Stochastic differential equations for SIR malaria model
Abstract
This study develops a stochastic extension of the classical SIR malaria model to more realistically capture the dynamics of malaria transmission under environmental uncertainty. By incorporating Brownian motion into the deterministic framework, the model accounts for random fluctuations in transmission and recovery processes affecting both human and mosquito populations. The stochastic differential equations (SDEs) are solved using three numerical methods: Euler–Maruyama, Milstein, and Stochastic Runge–Kutta. Each method is evaluated for accuracy and reliability using error metrics such as Mean Absolute Deviation (MAD), Root Mean Square Error (RMSE), and the Anderson–Darling goodness-of-fit test.

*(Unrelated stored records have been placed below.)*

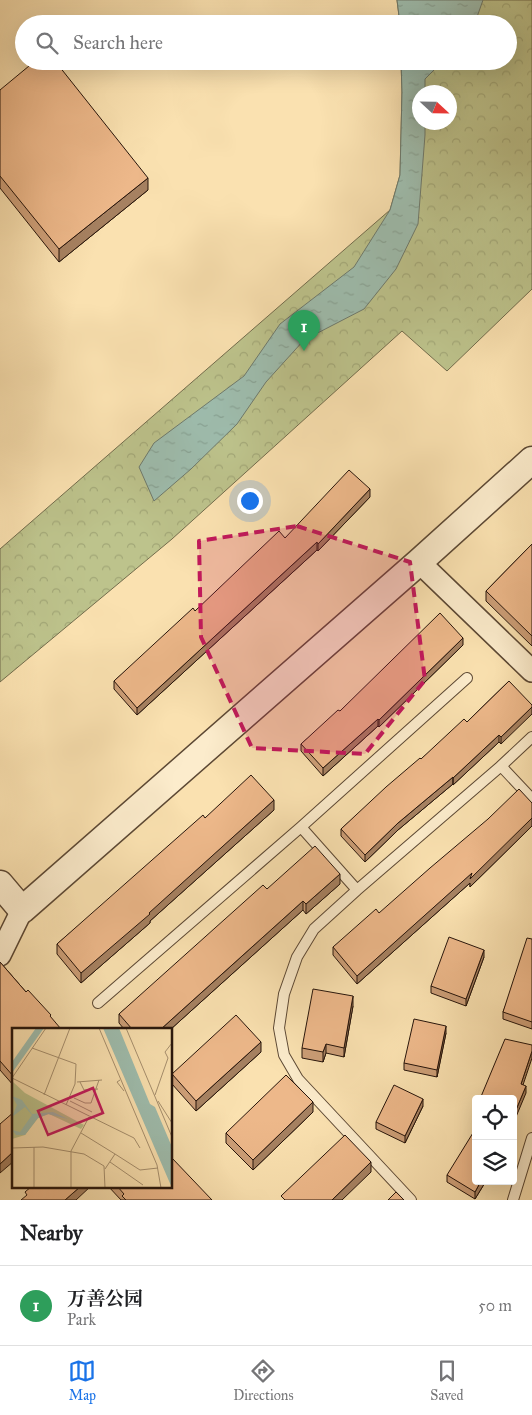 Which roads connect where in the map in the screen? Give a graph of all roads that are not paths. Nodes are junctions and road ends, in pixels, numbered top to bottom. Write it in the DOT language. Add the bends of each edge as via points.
graph roads {
  1 [pos="532,460"];
  2 [pos="419,562"];
  3 [pos="532,671"];
  4 [pos="468,678"];
  5 [pos="532,737"];
  6 [pos="502,766"];
  7 [pos="532,799"];
  8 [pos="302,826"];
  9 [pos="0,884"];
  10 [pos="357,890"];
  11 [pos="22,910"];
  12 [pos="0,954"];
  13 [pos="98,1003"];
  14 [pos="532,1138"];
  15 [pos="411,1200"];
  16 [pos="513,1200"];
  1 -- 2 [label="street"];
  2 -- 3 [label="street"];
  2 -- 11 [label="street"];
  4 -- 8 [label="lane"];
  5 -- 6 [label="lane"];
  6 -- 7 [label="lane"];
  6 -- 10 [label="lane"];
  8 -- 10 [label="lane"];
  8 -- 13 [label="lane"];
  9 -- 11 [label="street"];
  10 -- 15 [label="lane" via="314,929 297,957 284,994 279,1028 284,1055 298,1079"];
  11 -- 12 [label="street"];
  14 -- 16 [label="lane"];
} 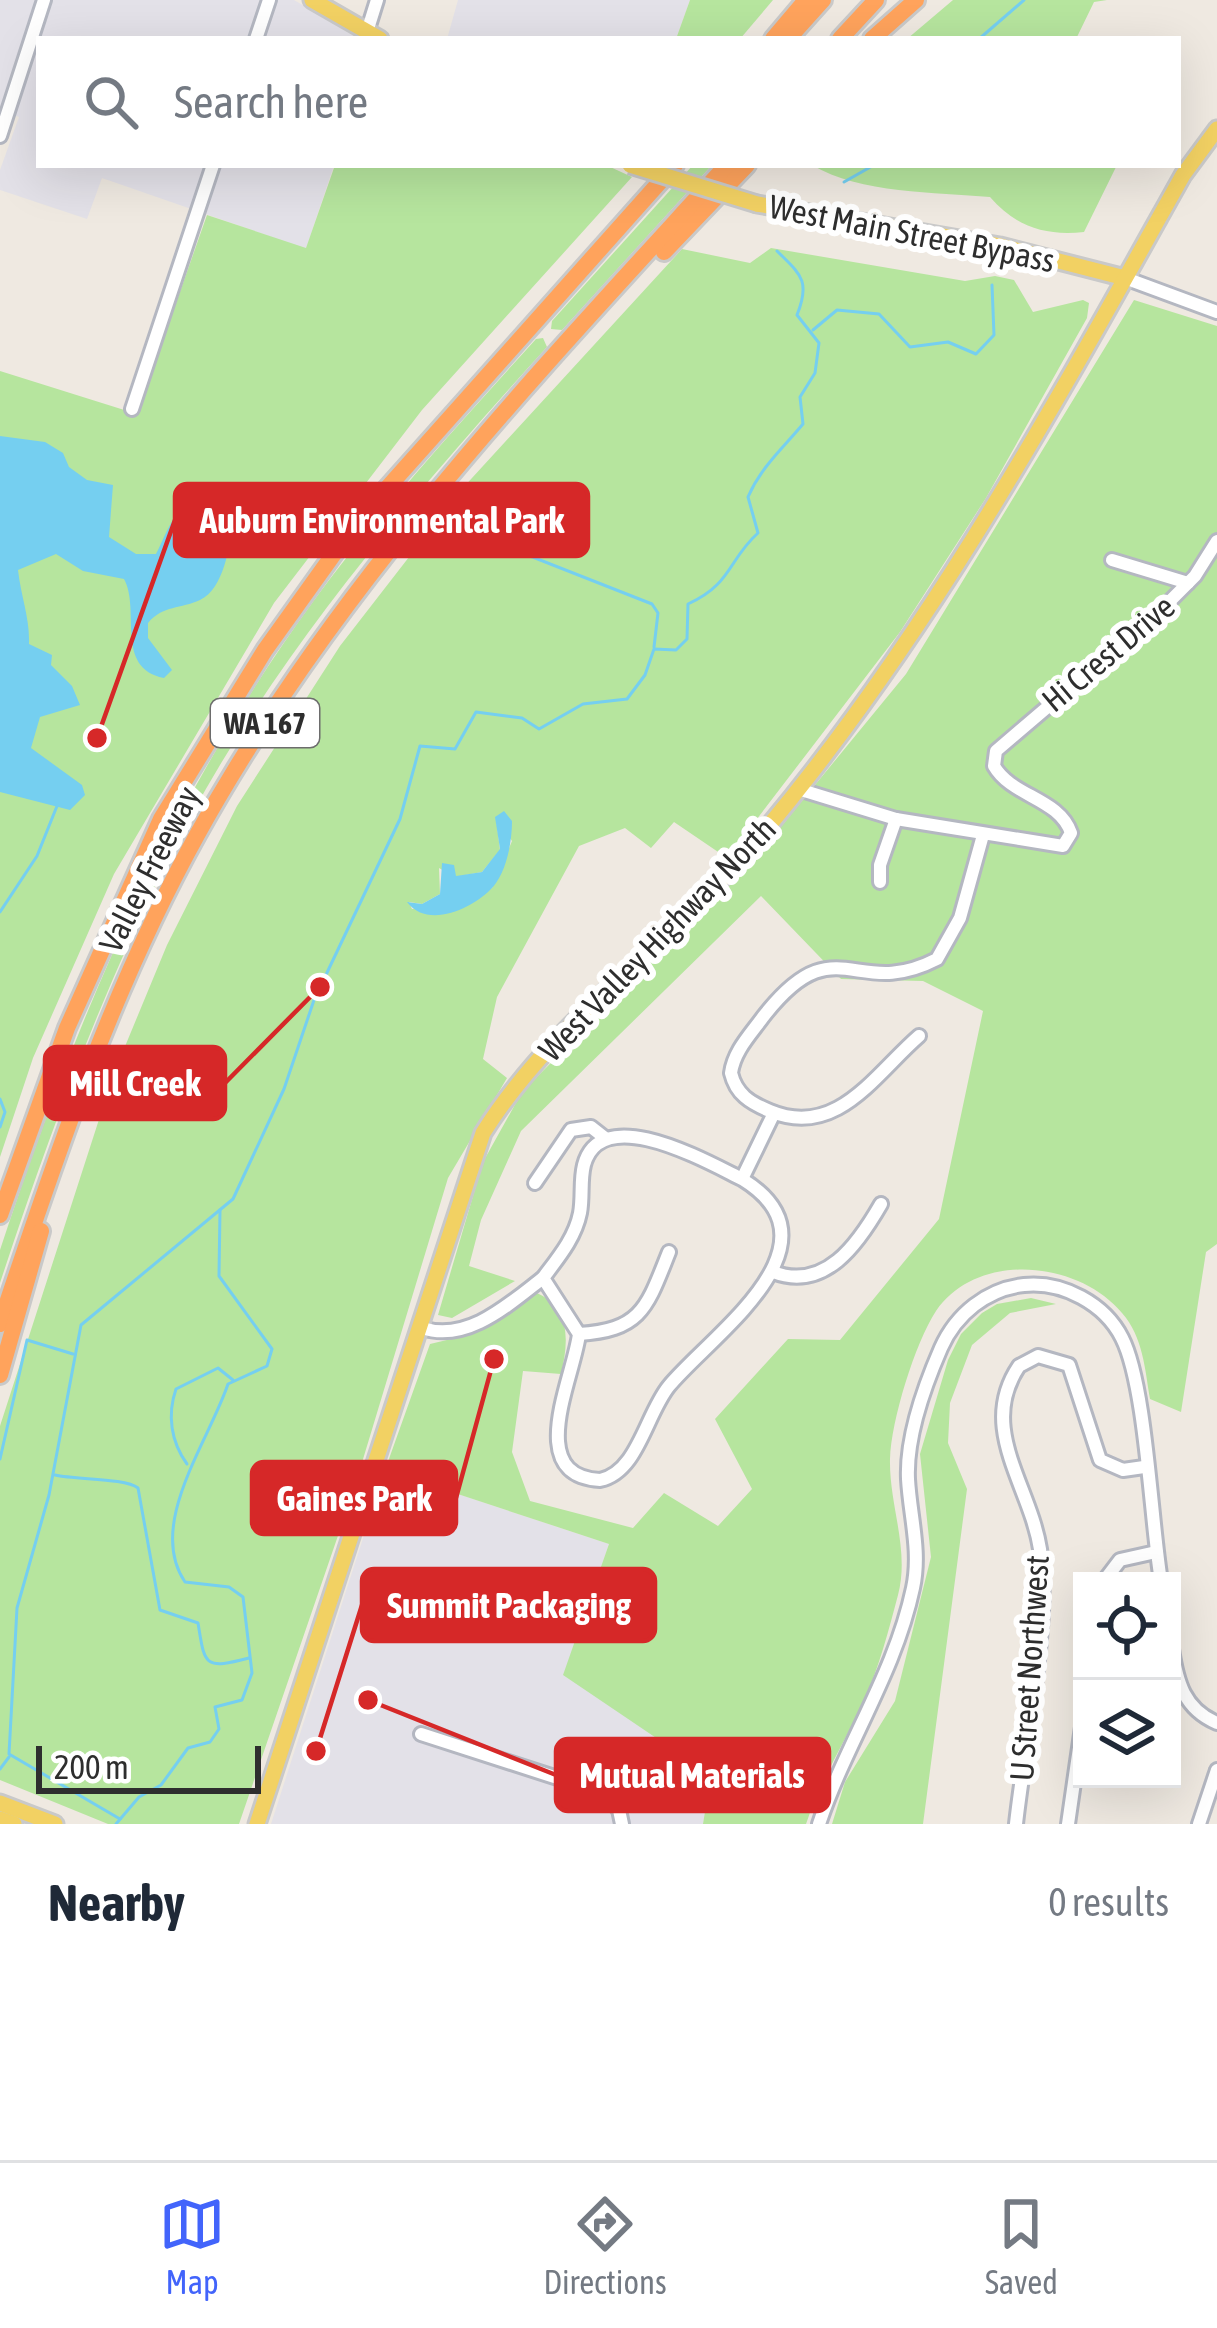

The Euler–Maruyama method demonstrates superior performance in approximating human infection and recovery dynamics, while the Milstein method provides a balanced estimate for both human and vector compartments. The study further introduces a novel convergence metric–Okwomi C∗–based on the Geweke diagnostic, enabling robust assessment of convergence in stochastic simulations. Simulation results show that stochastic models capture extinction and variability effects not evident in deterministic models, even when the basic reproduction number exceeds one. Overall, the integration of stochastic processes improves epidemic forecasting and informs more resilient malaria control strategies under uncertainty.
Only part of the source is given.